Il pazzo che si crede Pizzuto o la filologia inutile

Una lettura sterile. Di “Così” a dieci anni dalla prima pubblicazione, recuperato da Antonio Pane, che da Firenze coltiva con passione la sicilitudine, al recupero autorizzato “da un codicillo testamentario”, e a sessanta dalla composizione. Di “Sul ponte di Avignone”, recuperato venticinque anni fa per Mondadori da Pedullà, che lo dice “il primo romanzo della seconda vita di Pizzuto”, già pubblicato settant’anni fa, con lo pseudonimo di Hais. Impossibile quella di “Testamento”, a quarant’anni dalla prima pubblicazione nel Saggiatore con una nota superlativa di Contini, che ora si ripubblica sempre per la cura di Pane, in quella che Polistampa porta avanti come l'opera omnia dello scrittore-questore palermitano.L’ultimo Pizzuto, “la seconda vita” della scrittore, è un caso di Spätstil, il tardo stile comune a molti compositori tedeschi e qualche scrittore, dirompente ma più per essere ermetico, o insomma involuto: più che l’apertura di nuovi fecondi percorsi in genere segna la stanchezza.
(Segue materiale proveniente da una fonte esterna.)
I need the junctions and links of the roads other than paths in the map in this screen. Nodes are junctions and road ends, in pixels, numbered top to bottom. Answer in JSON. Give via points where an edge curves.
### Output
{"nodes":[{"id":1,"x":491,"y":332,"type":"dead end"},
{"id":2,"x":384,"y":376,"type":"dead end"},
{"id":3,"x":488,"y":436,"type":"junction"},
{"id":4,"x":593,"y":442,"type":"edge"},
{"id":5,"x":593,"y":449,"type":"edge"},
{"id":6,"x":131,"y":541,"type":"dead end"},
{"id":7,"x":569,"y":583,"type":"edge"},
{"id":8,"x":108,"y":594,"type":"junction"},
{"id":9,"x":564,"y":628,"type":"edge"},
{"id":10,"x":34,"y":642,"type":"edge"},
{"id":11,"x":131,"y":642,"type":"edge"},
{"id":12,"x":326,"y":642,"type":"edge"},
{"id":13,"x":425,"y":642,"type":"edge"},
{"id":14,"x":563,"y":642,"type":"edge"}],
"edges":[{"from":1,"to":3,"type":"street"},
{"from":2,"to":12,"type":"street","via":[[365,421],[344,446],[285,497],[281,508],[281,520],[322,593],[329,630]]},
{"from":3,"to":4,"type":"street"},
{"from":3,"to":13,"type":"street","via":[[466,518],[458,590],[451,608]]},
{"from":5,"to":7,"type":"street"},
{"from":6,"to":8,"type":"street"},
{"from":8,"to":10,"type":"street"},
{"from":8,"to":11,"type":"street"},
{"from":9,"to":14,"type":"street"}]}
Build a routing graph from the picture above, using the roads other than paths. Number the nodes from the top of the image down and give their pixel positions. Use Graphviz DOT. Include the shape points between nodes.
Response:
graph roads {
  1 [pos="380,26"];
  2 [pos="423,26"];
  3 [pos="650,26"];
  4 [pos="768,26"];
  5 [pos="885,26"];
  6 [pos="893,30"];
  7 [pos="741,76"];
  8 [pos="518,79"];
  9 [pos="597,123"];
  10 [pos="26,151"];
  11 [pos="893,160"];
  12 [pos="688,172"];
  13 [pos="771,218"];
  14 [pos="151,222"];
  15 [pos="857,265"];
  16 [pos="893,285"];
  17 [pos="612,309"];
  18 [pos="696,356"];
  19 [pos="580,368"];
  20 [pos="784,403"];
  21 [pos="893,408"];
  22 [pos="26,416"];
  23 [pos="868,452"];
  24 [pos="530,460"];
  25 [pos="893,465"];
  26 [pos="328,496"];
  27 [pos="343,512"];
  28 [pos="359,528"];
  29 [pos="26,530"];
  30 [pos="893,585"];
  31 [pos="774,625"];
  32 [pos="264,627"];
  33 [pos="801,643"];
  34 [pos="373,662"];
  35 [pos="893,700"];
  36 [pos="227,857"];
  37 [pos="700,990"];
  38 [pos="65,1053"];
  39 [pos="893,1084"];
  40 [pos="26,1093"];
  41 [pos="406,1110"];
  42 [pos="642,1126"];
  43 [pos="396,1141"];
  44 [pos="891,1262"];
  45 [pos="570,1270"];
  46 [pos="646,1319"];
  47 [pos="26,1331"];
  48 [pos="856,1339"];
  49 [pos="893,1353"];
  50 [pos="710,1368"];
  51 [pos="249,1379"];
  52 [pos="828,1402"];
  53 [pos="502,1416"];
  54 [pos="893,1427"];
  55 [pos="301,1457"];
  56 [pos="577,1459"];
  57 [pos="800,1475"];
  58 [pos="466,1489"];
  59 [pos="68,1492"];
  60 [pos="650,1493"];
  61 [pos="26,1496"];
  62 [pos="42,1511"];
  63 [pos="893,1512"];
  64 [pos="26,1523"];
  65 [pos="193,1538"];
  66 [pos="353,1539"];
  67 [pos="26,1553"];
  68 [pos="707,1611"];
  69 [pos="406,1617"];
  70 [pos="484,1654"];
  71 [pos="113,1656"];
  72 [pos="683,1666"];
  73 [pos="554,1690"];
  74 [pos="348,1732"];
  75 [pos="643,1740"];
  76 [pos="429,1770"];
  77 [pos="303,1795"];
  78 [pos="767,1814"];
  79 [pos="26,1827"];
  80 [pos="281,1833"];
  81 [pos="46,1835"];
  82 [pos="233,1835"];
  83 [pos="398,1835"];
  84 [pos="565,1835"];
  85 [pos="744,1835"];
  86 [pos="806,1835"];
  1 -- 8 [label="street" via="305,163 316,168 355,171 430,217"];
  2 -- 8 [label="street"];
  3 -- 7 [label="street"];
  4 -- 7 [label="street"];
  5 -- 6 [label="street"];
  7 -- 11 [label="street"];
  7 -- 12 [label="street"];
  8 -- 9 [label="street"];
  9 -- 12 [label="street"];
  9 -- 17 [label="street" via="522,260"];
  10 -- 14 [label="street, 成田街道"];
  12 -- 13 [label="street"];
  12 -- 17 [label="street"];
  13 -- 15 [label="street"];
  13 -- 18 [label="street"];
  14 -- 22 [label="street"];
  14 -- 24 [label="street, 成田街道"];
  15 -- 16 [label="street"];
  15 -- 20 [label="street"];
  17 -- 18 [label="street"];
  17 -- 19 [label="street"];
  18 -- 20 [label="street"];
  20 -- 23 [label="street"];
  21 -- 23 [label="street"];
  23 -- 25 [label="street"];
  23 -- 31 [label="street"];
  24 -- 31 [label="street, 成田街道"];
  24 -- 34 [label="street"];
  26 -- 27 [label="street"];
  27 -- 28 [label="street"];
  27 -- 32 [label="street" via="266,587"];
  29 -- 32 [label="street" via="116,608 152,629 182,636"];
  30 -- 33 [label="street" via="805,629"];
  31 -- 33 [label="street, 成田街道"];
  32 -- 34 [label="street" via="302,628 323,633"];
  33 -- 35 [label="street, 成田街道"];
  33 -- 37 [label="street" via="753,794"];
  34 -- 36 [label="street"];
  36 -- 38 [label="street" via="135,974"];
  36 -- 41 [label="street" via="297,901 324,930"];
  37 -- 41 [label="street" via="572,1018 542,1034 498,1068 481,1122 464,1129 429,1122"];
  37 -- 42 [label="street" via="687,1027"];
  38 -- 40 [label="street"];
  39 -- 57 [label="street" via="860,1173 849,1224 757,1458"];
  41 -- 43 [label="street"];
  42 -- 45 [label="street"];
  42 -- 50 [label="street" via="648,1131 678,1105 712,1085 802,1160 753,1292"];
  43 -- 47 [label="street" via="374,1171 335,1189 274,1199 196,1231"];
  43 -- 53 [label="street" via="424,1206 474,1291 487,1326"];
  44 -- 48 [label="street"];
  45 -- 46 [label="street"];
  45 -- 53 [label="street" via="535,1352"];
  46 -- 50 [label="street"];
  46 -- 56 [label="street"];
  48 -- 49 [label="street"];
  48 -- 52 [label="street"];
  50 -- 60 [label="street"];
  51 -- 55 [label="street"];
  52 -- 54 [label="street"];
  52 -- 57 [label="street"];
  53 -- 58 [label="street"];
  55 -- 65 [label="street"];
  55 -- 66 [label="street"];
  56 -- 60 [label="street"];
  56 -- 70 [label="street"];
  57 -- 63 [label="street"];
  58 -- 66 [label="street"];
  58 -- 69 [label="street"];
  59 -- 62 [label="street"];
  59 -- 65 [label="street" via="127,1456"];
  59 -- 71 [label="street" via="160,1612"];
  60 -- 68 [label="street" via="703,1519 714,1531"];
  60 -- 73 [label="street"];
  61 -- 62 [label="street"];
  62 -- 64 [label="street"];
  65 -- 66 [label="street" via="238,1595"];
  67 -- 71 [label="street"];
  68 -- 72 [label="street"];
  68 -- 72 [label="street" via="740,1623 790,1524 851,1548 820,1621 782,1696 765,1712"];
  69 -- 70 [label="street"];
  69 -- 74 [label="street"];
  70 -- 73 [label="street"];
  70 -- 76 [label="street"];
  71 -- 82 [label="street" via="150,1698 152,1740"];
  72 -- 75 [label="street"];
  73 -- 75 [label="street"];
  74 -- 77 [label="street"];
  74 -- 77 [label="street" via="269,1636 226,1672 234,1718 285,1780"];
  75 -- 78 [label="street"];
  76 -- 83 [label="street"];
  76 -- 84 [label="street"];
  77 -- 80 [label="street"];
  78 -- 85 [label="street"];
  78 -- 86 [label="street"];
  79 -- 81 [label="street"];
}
L’unico interesse è la luce retroflessa che Pizzuto, col suo enorme credito, getta sulla migliore filologia del Novecento, Debenedetti, Nencioni, Contini, Jacobbi, Bazlen, Montale, Luzi, Pedullà. Si può dire che non ci sia stato patrocinante eccellente che non si sia esercitato, con entusiasmo se non con gusto, su Pizzuto. “Scoperto” da Lerici-Bazlen con “Signorina Rosina” nel 1959, a 66 anni, dopo lunghe e insistite peripezie, dieci anni dopo ha già un suo capitolo nella “Letteratura dell’Italia unita 1861-1968” che Contini pubblica nel 1968. Con un’ampia presentazione, in questa stessa storia della letteratura, di “Testamento”, che uscirà per il Saggiatore nel 1969. La sintassi di Pizzuto, dice il filologo principe, “rammenta” la classicità, “ma nell’essenziale porta addirittura lontano dall’indoeuropeo, per quell’attenuazione e tendenziale soppressione dell’opposizione tra nome e verbo che qualifica il cinese e lingue affini” – tre “–one” in una riga dicono l’attenzione di Contini, certo sperduto tra il cinese e gli affini.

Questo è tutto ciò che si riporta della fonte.